雄大な自然とノスタルジックな色彩に対して、美しさより、鬱屈とした心苦しさを強く感じた。そしてそれは終始晴れきることはなく、どちらかといえば得意ではない、わたしにはとても窮屈に感じる作品だった。
喜劇的でも、悲劇的でもない。人生、そう、だからこう感じるのもまた当然かもなあと思う。
主人公の生きにくさ("不器用さ"と言うべきなのだろうが、)を描くのが絶妙。
一生の居場所を失ったとしても、それでも生きていかねばならない彼女が自ら選んだ持たざる者の道というのは、場所や人に囚われないことで、自由やしがらみから解放される生活であろうが、孤独や不安とは常に隣り合わせで、その日その日を懸命に乗り越える生活。

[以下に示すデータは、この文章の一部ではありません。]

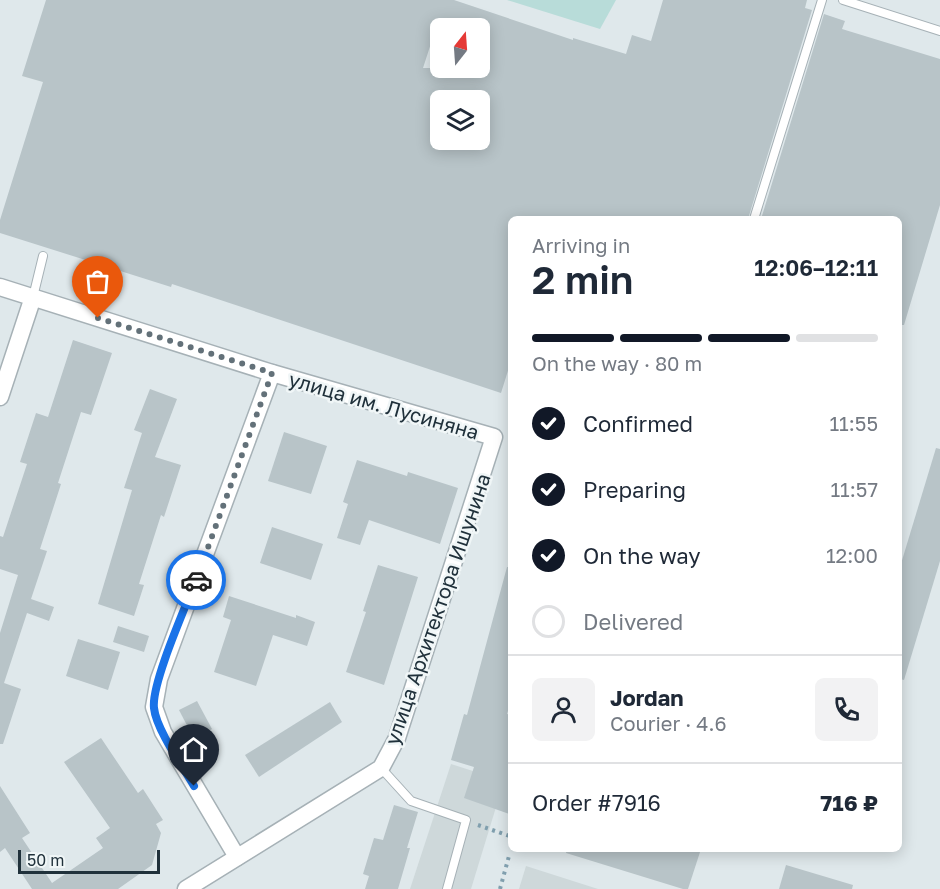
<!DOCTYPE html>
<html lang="en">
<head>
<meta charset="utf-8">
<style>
	body { margin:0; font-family:"Golos Text",sans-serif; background:#f2f2f3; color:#1f2937; height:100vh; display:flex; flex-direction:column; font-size:22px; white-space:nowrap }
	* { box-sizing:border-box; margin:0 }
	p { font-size:20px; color:#747a83 }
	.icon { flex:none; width:33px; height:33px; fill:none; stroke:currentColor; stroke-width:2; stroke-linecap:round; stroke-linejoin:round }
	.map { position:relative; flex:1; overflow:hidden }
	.details { position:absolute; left:508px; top:216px; width:394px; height:636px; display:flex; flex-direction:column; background:#fff; border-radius:9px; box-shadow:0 3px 15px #0003 }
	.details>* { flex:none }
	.needle { width:39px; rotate:17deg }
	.controls { position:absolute; left:430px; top:18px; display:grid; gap:12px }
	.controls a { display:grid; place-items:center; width:60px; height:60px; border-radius:9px; background:#fff; box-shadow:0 3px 15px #0003; font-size:30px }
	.scale { position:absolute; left:18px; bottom:15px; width:142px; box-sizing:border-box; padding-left:6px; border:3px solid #20313b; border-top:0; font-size:16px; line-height:21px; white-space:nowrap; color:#20313b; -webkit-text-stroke:4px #f0f6f7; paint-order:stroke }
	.pin { position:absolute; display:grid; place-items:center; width:51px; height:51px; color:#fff; margin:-62px -26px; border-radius:50% 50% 50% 0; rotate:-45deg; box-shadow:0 0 6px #0007 }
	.pin .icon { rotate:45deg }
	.courier { position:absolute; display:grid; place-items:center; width:60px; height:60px; margin:-30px; border:4px solid #1a73e8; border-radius:50%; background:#fff; color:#222; box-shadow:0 2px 8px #0007 }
	.head em { font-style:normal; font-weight:600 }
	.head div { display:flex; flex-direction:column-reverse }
	.head { display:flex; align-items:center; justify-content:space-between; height:102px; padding:0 24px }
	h1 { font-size:39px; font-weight:600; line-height:45px }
	.bar { display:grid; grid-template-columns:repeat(4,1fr); gap:9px 6px; align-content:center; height:72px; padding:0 24px }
	.bar i { height:8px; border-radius:4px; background:#e0e1e3 }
	.bar .on { background:#111827 }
	.bar p { grid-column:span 4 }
	.line { display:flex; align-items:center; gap:15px; padding:0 24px; border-top:2px solid #e0e1e3 }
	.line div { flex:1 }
	.round { display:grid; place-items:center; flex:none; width:63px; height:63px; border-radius:9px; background:#f2f2f3 }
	ol { padding:0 24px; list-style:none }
	li { display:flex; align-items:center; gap:18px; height:66px }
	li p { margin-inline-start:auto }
	li .icon { padding:6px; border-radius:50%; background:#111827; color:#fff; stroke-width:4 }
	li:last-child { color:#747a83 }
	li i { width:33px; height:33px; border:3px solid #e0e1e3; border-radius:50% }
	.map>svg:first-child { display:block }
	.built { fill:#ced8da }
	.green { fill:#b8dcd9 }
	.building { fill:#b8c4c8; fill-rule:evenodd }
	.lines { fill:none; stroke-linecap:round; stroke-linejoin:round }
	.service-casing { stroke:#a6b1b6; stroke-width:10 }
	.minor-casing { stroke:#a6b1b6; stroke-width:19 }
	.path { stroke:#809fae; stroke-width:4; stroke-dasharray:3 4.5; stroke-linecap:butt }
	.service { stroke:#fff; stroke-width:8 }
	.minor { stroke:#fff; stroke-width:16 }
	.done { stroke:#637179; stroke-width:6; stroke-dasharray:0 10.8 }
	.route { stroke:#1a73e8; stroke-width:8 }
	.labels { text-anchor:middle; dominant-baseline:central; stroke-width:5; stroke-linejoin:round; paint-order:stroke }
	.street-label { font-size:20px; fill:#20313b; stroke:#f0f6f7 }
</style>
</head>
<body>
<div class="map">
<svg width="940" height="889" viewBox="0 0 940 889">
	<rect width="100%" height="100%" fill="#dfe8eb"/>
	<!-- built -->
	<g class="built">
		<path d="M451 764 504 781 471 889H410Z"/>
		<path d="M526 866 598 889H519Z"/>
	</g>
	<!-- green -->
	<path class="green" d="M507 0H616L600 29Z"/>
	<!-- building -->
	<g class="building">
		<path d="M46 0H454L573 40V38L626 54 632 35 651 41 663 0H807L805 8 812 10 748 219H512V358L501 393 172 284 171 287 0 233V220L43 82 22 76ZM436 28H480V68H423ZM441 100H480V140H441Z"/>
		<path d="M824 14 845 21 842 29 940 59V205L904 325H900V219H761Z"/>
		<path d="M73 340 112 353 91 415 81 412 58 483 61 484 40 549 47 551 31 599 54 607 49 621 27 613 4 683 21 689 3 744H0V633L18 575 0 569V536L3 537 27 464 20 462 36 413 48 417Z"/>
		<path d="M150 389 177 399 155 457 181 465 164 517 161 515 139 584 144 585 134 616 98 604 132 490 124 488 142 433 134 430Z"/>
		<path d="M284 432 327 446 311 494 268 481Z"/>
		<path d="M936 448 940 449V561L904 680 900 679V567Z"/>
		<path d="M357 460 407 476 408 472 458 488 440 544 369 520 360 545 337 538 348 504 343 502Z"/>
		<path d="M272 527 323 544 311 580 260 563Z"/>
		<path d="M378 565 418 577 384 685 346 672 366 612 363 611Z"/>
		<path d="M507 567H512V698L507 714 512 715V815L464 798 474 767 451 760 464 714 467 715Z"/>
		<path d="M229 596 296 618V615L315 622 307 646 273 635 256 686 214 672 231 620 223 617Z"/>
		<path d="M118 626 149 636 144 652 113 642Z"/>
		<path d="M78 639 120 652 108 690 66 676Z"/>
		<path d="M197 701 212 729 194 739 179 710Z"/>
		<path d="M330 702 342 722 259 777 245 755Z"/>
		<path d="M101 738 138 793 143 789 163 820 156 824 161 833 152 865 118 889H32L5 848 0 852V786L30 833 22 838 52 883 103 848 96 838 110 828 64 762Z"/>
		<path d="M394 805 418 812 407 848H410L398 889H365L369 876 363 874 374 838 383 840Z"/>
		<path d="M567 849H701L688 889H683L566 853Z"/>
		<path d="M786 865 853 885 852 889H779Z"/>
	</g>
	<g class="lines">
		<defs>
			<g id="service">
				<path d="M843 0 940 31"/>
				<path d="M754 219 822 0"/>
				<path d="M33 297 43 256"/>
				<path d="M381 768 411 801 466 820 447 889"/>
			</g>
			<g id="minor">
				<path d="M0 287 272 373 494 437 397 738 381 768 186 889"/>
				<path d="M0 397 33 297"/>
				<path d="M237 857 163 732 154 707 159 679 272 373"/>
			</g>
		</defs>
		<!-- service casing -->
		<use href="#service" class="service-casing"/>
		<!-- minor casing -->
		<use href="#minor" class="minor-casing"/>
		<!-- path -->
		<g class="path">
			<path d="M478 825 512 837"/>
			<path d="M500 889 509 856"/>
		</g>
		<!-- service -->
		<use href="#service" class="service"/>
		<!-- minor -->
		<use href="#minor" class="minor"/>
	</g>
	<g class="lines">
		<!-- done -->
		<path class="done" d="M98 318 272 373 196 580"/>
		<!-- route -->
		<path class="route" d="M194 786C183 767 156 729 154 708 151 684 186 606 196 580"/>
	</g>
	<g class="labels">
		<!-- street labels -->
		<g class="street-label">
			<text transform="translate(384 405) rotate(16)">улица им. Лусиняна</text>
			<text transform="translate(437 609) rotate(-71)">улица Архитектора Ишунина</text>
		</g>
	</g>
</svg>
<div class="controls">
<a><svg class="needle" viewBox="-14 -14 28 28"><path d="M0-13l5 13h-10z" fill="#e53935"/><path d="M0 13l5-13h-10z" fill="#747a83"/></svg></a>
<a><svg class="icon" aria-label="layers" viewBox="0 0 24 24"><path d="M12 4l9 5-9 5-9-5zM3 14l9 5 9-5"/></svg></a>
</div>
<div class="scale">50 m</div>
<div class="pin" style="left:98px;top:318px;background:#ea580c"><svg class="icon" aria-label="bag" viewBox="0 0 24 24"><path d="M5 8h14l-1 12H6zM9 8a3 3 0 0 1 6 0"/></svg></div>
<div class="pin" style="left:194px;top:786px;background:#1f2937"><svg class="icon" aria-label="home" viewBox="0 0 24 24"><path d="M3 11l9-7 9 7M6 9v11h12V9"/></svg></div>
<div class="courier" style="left:196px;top:580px"><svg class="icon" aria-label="car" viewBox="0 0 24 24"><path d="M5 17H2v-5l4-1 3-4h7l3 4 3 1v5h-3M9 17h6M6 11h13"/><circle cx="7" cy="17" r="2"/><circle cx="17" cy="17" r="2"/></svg></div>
<section class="details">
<div class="head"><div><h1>2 min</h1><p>Arriving in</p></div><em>12:06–12:11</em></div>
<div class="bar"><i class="on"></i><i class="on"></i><i class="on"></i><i></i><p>On the way · 80 m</p></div>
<ol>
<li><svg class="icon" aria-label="check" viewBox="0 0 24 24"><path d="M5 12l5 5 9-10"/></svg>Confirmed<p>11:55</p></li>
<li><svg class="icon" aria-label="check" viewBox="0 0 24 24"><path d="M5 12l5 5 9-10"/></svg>Preparing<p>11:57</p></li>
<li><svg class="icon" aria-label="check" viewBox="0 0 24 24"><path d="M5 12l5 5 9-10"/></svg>On the way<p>12:00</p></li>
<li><i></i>Delivered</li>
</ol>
<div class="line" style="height:108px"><a class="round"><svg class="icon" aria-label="person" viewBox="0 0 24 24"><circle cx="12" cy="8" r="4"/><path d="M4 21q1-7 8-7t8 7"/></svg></a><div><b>Jordan</b><p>Courier · 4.6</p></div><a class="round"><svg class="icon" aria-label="phone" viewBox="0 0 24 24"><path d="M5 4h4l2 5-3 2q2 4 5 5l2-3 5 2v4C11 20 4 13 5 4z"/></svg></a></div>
<div class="line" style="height:78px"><div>Order #7916</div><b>716 ₽</b></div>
</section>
</div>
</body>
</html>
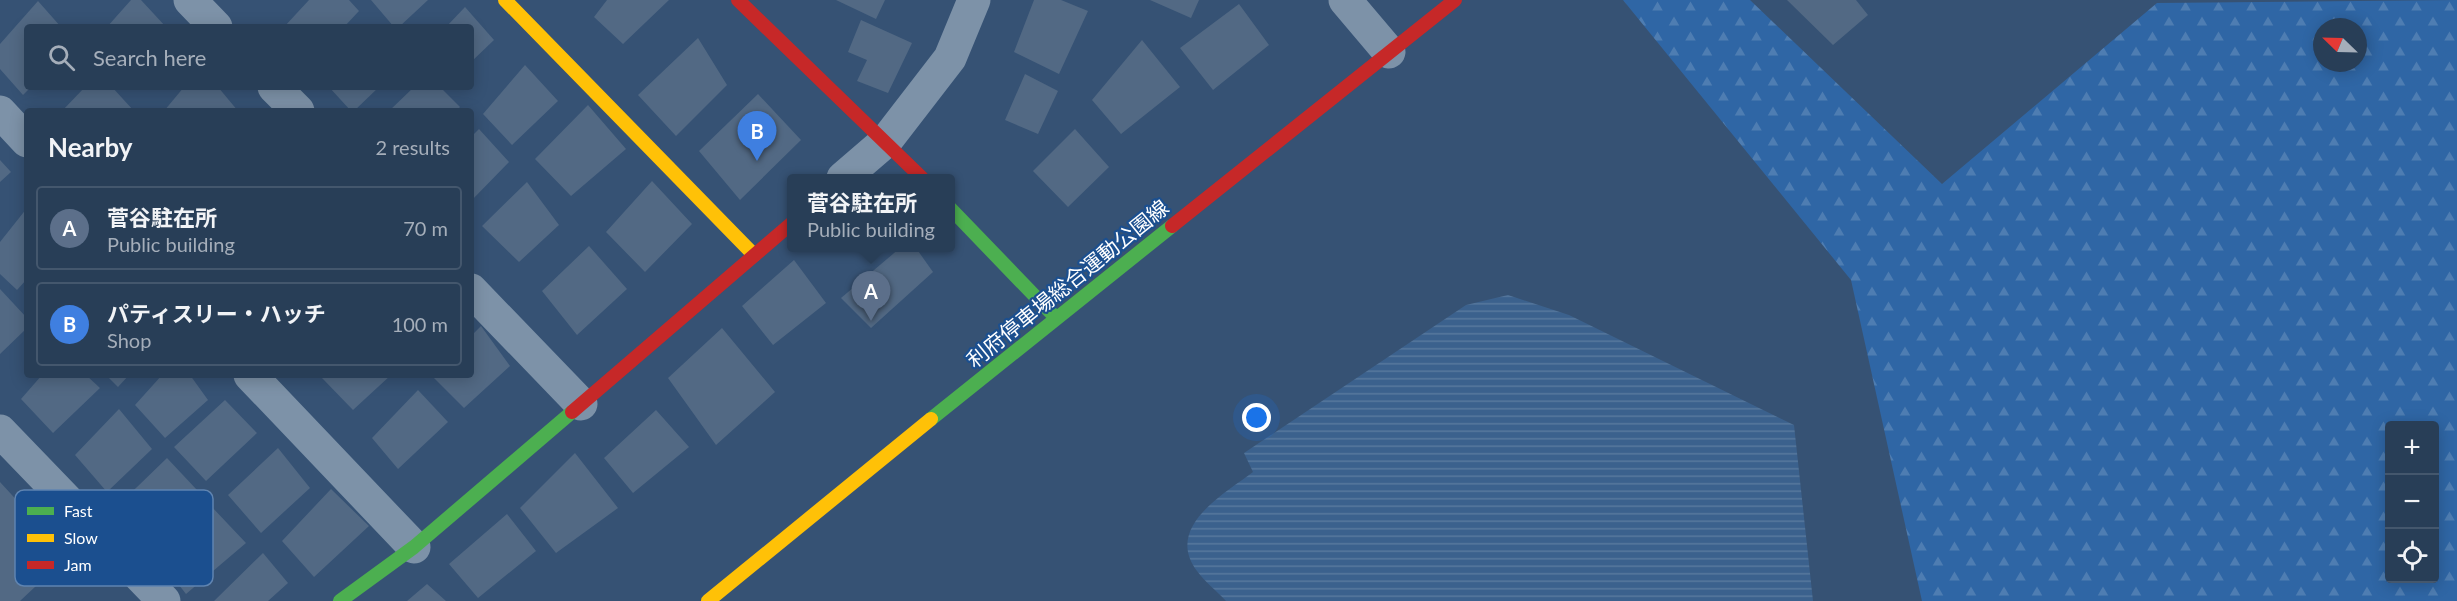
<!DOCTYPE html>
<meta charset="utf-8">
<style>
body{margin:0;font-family:Lato,"Noto Sans JP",sans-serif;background:#344961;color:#f1f3f6}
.controls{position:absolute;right:18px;bottom:18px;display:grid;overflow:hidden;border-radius:6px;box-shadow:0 3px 15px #0003}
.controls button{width:54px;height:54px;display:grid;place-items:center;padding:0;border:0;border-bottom:2px solid #44576d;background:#283e57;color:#f1f3f6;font:30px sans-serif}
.compass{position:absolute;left:2313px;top:18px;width:54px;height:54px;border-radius:50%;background:#283e57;box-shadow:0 3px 15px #0003;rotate:293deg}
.you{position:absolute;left:1257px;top:418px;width:21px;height:21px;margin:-15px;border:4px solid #fff;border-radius:50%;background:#1a73e8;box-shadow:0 0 0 9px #1a73e833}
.badge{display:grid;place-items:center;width:39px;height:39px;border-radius:50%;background:#b9c2ce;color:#fff;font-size:20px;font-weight:700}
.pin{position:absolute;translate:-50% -50px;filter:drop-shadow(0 2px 3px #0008)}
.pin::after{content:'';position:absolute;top:32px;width:21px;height:18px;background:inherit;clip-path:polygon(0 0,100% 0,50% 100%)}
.popup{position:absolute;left:787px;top:174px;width:168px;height:78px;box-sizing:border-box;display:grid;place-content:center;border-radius:6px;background:#283e57;filter:drop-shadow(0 2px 4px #0005);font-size:20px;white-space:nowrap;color:#a5aeba}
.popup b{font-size:22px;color:#f1f3f6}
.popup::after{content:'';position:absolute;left:50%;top:100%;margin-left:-12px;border:12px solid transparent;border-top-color:#283e57}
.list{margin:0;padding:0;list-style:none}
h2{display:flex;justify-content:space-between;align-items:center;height:78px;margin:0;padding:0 24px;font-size:26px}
h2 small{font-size:20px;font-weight:400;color:#a5aeba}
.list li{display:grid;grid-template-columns:39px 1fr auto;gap:18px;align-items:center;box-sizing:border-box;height:84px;margin:0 12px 12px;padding:0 12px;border:2px solid #44576d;border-radius:6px}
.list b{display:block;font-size:22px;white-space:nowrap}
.list p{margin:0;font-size:20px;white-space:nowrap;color:#a5aeba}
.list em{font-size:20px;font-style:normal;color:#a5aeba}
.icon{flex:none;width:33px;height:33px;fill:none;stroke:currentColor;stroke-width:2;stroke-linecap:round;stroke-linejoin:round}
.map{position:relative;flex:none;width:2457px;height:601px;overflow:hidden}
.search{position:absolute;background:#283e57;box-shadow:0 3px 15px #0003;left:24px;top:24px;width:450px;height:66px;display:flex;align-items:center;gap:15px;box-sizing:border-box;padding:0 21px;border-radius:6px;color:#a5aeba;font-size:22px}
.panel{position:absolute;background:#283e57;box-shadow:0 3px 15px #0003;left:24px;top:108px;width:450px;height:270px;border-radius:6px}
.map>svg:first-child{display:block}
.forest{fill:url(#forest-firs);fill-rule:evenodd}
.water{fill:url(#water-rules)}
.building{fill:#526984}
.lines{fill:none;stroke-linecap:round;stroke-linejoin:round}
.street{stroke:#7d92a8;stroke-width:33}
.fast{stroke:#4caf50;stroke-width:14}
.slow{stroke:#ffc107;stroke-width:14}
.jam{stroke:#c62828;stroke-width:14}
.labels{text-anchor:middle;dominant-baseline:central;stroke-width:4.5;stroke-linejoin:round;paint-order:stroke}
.street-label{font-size:21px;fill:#fff;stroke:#1b4f8f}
.key{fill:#1b4f8f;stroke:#5f84b1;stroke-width:1.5}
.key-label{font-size:16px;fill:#fff}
</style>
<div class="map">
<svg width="2457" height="601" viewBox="0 0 2457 601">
<defs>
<pattern id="forest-firs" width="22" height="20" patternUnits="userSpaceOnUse" patternTransform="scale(1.5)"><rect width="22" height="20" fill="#2f66a5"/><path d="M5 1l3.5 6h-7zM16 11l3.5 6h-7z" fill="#4e7db2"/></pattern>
<pattern id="water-rules" width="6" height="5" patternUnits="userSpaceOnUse" patternTransform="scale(1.5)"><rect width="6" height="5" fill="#3b618d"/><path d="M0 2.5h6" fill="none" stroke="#58799e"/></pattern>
</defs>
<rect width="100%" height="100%" fill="#365274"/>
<path class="forest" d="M1623,0H1750L1942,184L2157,3L2457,0V601H1922L1851,280ZM2322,27H2358V63H2322ZM2390,426H2434V578H2390Z"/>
<path class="water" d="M1508,295L1569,315L1794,425L1813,601H1226C1217,591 1205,582 1197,571C1164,527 1224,494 1253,472L1244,453L1466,305Z"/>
<path class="building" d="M131,0H141L166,27H107Z
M309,0H349L359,11L344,27H284Z
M371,0H428L399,27H394Z
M607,0H669L623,44L594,17Z
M836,0H885L876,19Z
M1034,0H1061L1088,11L1059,74L1014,52Z
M1150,0H1199L1191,18Z
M1787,0H1856L1868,15L1833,45Z
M38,1L61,27H27V87H31L23,95L0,69V44Z
M1239,4L1269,45L1213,90L1180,48Z
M465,7L494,40L471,62V27H446Z
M861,20L912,43L888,93L857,81L867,60L848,52Z
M698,38L727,85L676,136L638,95Z
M1142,40L1180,87L1121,134L1092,100Z
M525,65L558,101L512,145L483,114Z
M1025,74L1058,91L1038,134L1005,120Z
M85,87H112L134,111H62Z
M184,87H218L238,111H164Z
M329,87H379L354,111H351Z
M414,87H440L460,107L456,111H389Z
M758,94L801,140L740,200L699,151Z
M588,105L626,149L571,196L535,159Z
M479,129L509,162L471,201V137Z
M1075,129L1109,167L1068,207L1033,171Z
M0,160L11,172L0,182Z
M652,181L692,224L645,272L606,232Z
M527,182L559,225L519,262L482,226Z
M27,208V279L17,290L0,274V242Z
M589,246L627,289L577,335L542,291Z
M900,248H916L933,272L871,328L841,298Z
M794,260L826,303L773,345L742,306Z
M0,289L27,318V328L0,354Z
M481,326L510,366L464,408L432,376L471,375V336Z
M722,328L775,392L716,445L668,378Z
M42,375H86L100,388L53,433L21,399Z
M106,375H129L118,387Z
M162,375H190L208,400L165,438L135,405Z
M324,375H391L353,410L322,378Z
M418,390L448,422L398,469L372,438Z
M225,400L257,433L206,481L174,447Z
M119,409L152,449L107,492L75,455Z
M656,410L689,447L633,493L604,458Z
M278,448L310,488L261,533L228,495Z
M575,453L618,508L556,553L520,508Z
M167,458L197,490L138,547L106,517Z
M0,482L68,556L20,601H0Z
M331,489L369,526L314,577L282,541Z
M210,505L246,543L186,594L158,558Z
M507,514L536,551L478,598L449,564Z
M263,553L288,583L268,601H214Z
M427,584L446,601H407Z"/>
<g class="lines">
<path class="street" d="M190,0L216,27
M1345,0L1389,52
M274,87L298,111
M0,112L27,141
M843,178L886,141L950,58L974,0
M471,290L581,404
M250,375L414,547
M0,431L164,601"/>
<path class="fast" d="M950,208L1056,318
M931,419L1172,226
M340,601L414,547L572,412"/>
<path class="slow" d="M505,0L754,255
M708,601L931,419"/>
<path class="jam" d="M738,0L922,178
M1172,226L1455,0
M572,412L792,223"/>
</g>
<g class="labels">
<g class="street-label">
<text transform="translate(1067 283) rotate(-39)">利府停車場総合運動公園線</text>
</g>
</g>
<rect x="15" y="490" width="198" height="96" rx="9" class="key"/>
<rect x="27" y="507" width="27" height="8" fill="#4caf50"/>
<rect x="27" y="534" width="27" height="8" fill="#ffc107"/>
<rect x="27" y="561" width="27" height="8" fill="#c62828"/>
<g class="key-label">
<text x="64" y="517">Fast</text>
<text x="64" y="544">Slow</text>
<text x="64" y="571">Jam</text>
</g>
</svg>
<div class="controls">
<button>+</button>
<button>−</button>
<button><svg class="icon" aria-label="locate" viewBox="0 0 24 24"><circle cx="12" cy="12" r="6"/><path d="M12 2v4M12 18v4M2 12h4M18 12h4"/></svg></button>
</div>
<svg class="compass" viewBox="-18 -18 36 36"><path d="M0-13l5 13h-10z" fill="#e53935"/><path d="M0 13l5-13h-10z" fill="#a5aeba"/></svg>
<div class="you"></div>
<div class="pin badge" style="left:871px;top:321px;background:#5c6f8a">A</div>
<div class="popup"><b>菅谷駐在所</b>Public building</div>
<div class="pin badge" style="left:757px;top:161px;background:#3f7fe0">B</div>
<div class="search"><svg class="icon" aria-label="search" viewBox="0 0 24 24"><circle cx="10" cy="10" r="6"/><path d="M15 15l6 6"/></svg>Search here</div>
<section class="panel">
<h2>Nearby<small>2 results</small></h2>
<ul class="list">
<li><span class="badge" style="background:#5c6f8a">A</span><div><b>菅谷駐在所</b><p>Public building</p></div><em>70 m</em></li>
<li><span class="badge" style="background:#3f7fe0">B</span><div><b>パティスリー・ハッチ</b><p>Shop</p></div><em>100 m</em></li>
</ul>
</section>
</div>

それでも、往く先々で出会う人たちとの交流から得られる僅かな希望の欠片を丁寧に拾い上げる彼女のまっすぐな逞しさには敬服する。受け入れることは、とても労力の要ることだから。
「この生き方が好きなのは、最後の"さよなら"がないんだ。いつも"また どこかで"。実際そうなる。また会える。だから私は信じていられる。」
この学びを得た彼女は、これからもノマドとして暮らしていくことを、自らの意思で選び続けるのだろう。